Recorded data —

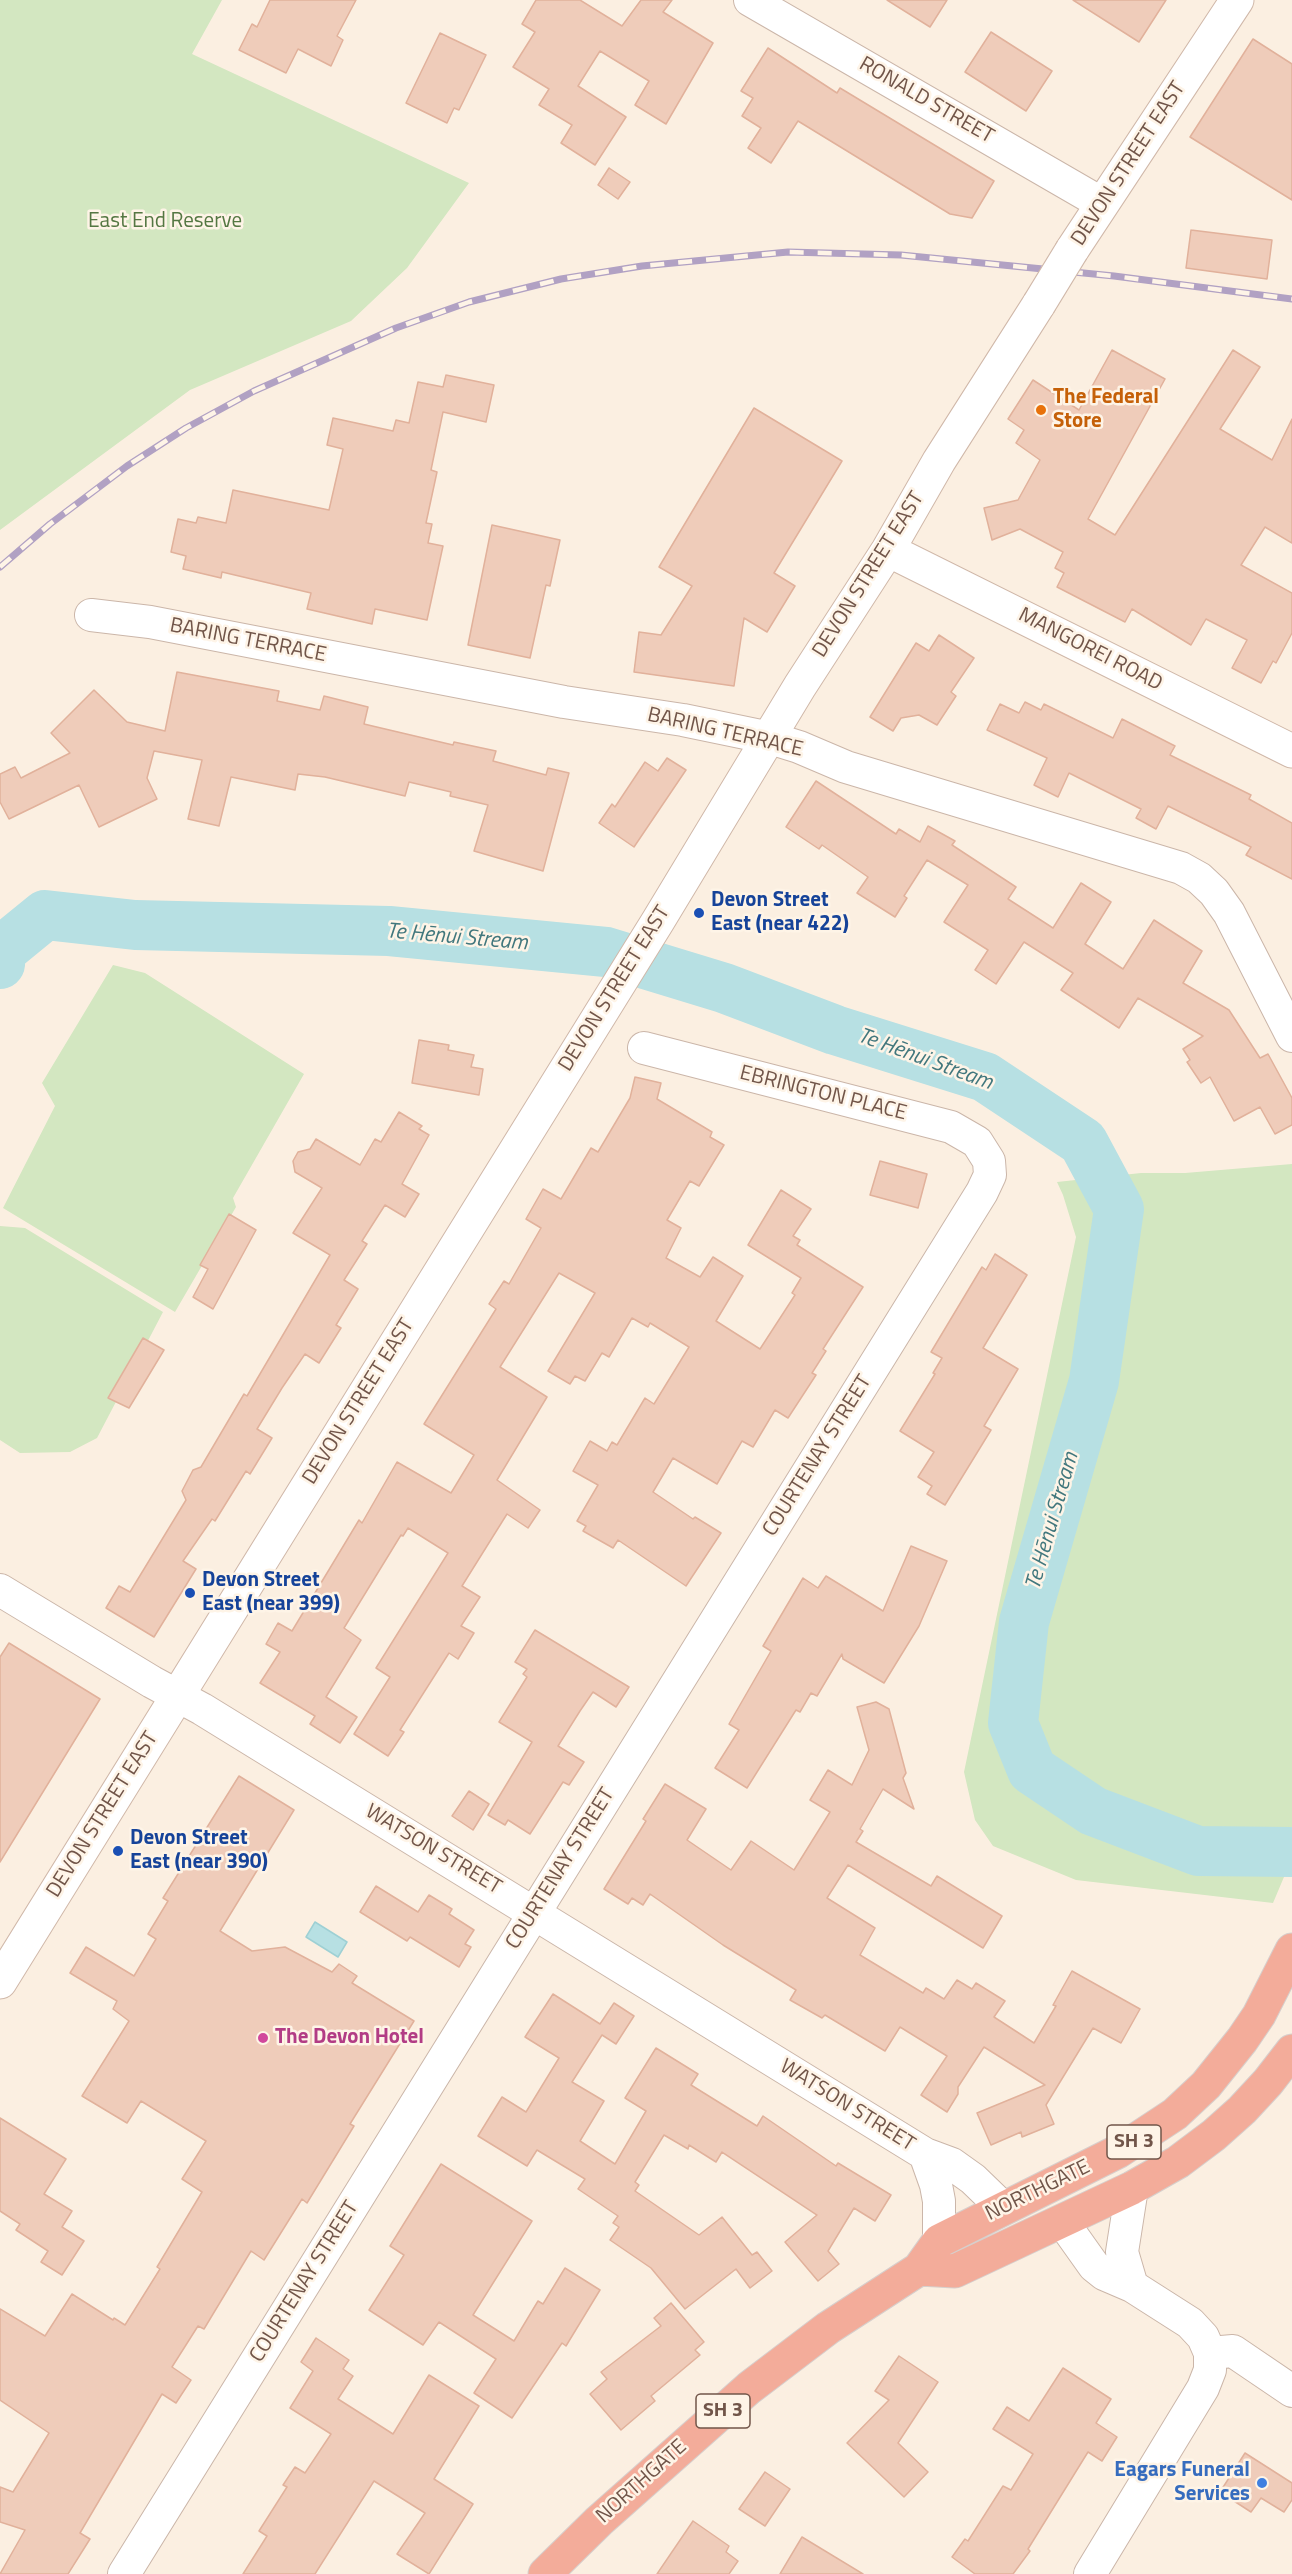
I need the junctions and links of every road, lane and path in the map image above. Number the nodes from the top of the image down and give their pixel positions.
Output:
1 (750, 0) edge
2 (1237, 0) edge
3 (1101, 203) junction
4 (888, 550) junction
5 (91, 615) dead end
6 (770, 738) junction
7 (1292, 751) edge
8 (1292, 1036) edge
9 (644, 1048) dead end
10 (989, 1161) joint
11 (0, 1590) edge
12 (177, 1695) junction
13 (534, 1912) junction
14 (1292, 1950) edge
15 (0, 1982) edge
16 (1292, 2051) edge
17 (925, 2154) junction
18 (1132, 2188) junction
19 (1003, 2208) junction
20 (1062, 2221) junction
21 (939, 2241) junction
22 (919, 2269) junction
23 (1132, 2286) junction
24 (1210, 2353) junction
25 (1292, 2391) edge
26 (124, 2574) edge
27 (545, 2574) edge
28 (1090, 2574) edge

1 - 3 street, RONALD STREET
2 - 3 main road, DEVON STREET EAST
3 - 4 main road, DEVON STREET EAST, bridge
4 - 6 main road, DEVON STREET EAST
4 - 7 main road, MANGOREI ROAD
5 - 6 street, BARING TERRACE
6 - 8 street, BARING TERRACE
6 - 12 main road, DEVON STREET EAST
9 - 10 street, EBRINGTON PLACE
10 - 13 street, COURTENAY STREET
11 - 12 street, WATSON STREET
12 - 13 street, WATSON STREET
12 - 15 main road, DEVON STREET EAST
13 - 17 street, WATSON STREET
13 - 26 street, COURTENAY STREET
14 - 19 highway, NORTHGATE / SH 3
16 - 18 highway, NORTHGATE / SH 3
17 - 19 street, WATSON STREET
17 - 21 street, WATSON STREET
18 - 20 highway, NORTHGATE / SH 3
18 - 23 street
19 - 21 highway, NORTHGATE / SH 3
20 - 22 highway, NORTHGATE / SH 3
20 - 23 street
21 - 22 highway, NORTHGATE / SH 3
22 - 27 highway, NORTHGATE / SH 3
23 - 24 street
24 - 25 street
24 - 28 street

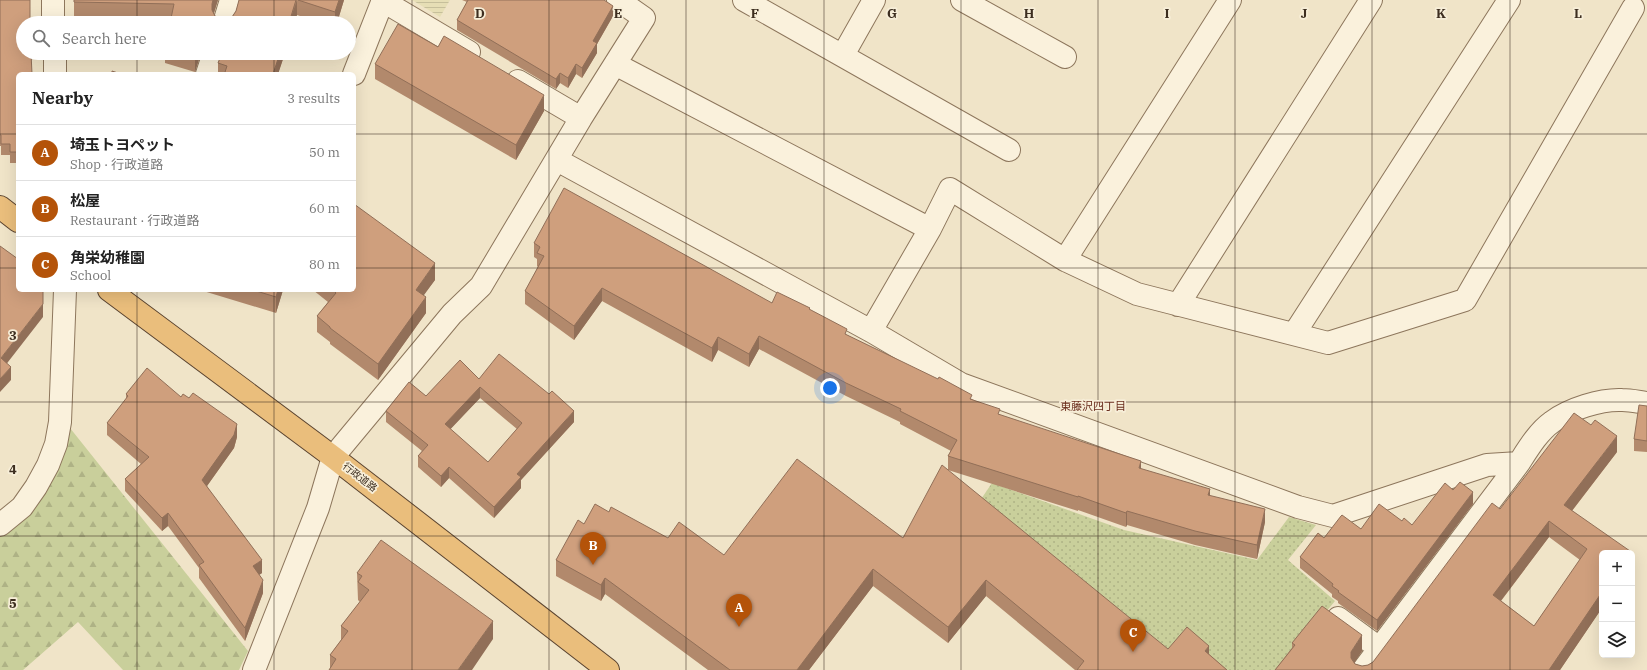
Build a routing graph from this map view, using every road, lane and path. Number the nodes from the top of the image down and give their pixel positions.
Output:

Task requirements — Check the lines above and copy each one that includes "nodes".

Output for this task —
I need the junctions and links of every road, lane and path in the map image above. Number the nodes from the top of the image down and give their pixel positions.
Build a routing graph from this map view, using every road, lane and path. Number the nodes from the top of the image down and give their pixel positions.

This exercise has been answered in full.